If a line below contains "Schleussnerstraße", count it; then state how many such lines there are, and nothing else.

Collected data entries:
* * *

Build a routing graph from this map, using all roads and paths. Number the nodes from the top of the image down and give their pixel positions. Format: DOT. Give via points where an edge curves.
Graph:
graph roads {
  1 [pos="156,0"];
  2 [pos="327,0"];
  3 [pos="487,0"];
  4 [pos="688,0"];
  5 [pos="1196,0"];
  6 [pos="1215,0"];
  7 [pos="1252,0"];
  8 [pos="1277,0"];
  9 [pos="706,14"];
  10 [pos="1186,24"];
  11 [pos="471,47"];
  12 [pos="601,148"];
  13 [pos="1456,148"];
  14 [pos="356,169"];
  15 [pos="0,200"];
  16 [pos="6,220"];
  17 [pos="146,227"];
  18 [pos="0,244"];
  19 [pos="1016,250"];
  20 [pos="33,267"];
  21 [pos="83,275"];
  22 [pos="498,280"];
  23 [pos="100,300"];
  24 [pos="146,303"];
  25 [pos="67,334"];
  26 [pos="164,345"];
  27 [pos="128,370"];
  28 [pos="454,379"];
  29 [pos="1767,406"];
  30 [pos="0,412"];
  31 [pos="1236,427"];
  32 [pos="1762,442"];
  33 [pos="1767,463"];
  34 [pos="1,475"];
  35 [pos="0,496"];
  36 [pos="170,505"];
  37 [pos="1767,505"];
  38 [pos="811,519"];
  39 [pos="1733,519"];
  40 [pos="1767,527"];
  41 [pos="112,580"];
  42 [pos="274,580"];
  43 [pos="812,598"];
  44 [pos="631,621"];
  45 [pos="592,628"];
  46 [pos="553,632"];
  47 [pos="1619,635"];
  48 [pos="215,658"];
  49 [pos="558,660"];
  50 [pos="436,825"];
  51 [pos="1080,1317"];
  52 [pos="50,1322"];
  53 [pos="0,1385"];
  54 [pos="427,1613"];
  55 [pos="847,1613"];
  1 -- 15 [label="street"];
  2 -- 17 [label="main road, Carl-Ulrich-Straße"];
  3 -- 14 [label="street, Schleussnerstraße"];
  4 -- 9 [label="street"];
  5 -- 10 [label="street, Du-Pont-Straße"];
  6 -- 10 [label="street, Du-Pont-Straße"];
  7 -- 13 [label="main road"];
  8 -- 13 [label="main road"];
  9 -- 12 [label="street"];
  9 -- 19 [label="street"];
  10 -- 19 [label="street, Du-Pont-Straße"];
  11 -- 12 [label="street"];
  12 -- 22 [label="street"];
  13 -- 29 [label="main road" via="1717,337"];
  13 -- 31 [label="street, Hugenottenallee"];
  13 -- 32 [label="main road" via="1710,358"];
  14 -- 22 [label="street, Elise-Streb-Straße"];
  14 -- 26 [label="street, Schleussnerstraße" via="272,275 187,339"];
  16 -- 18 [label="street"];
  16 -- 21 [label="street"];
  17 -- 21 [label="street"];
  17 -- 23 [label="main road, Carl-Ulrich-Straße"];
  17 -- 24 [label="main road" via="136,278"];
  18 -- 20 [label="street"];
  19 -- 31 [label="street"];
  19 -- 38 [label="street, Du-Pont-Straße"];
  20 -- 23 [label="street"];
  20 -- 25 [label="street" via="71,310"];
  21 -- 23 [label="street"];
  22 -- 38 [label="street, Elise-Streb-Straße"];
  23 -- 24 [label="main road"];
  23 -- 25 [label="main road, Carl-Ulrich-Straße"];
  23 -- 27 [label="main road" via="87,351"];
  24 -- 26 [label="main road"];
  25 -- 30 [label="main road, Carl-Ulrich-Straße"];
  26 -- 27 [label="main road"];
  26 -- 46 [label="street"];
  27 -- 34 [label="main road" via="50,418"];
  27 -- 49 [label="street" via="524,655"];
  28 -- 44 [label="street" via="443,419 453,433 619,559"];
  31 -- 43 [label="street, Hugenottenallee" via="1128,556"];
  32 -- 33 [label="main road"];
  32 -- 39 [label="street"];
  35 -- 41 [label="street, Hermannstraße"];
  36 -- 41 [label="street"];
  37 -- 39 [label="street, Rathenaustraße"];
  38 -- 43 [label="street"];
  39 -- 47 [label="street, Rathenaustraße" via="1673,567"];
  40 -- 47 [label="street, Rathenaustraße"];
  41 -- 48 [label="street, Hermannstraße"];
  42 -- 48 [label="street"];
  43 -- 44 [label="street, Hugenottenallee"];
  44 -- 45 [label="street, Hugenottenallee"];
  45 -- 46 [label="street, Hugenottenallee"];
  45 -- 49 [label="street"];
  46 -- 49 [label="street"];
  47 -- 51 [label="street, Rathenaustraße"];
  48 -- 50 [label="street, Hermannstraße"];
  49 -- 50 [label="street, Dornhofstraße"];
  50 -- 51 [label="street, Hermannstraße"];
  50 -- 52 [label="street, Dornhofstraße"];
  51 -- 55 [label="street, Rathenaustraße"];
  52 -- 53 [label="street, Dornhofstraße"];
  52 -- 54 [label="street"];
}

* * *

REPLY TO THE TASK:
2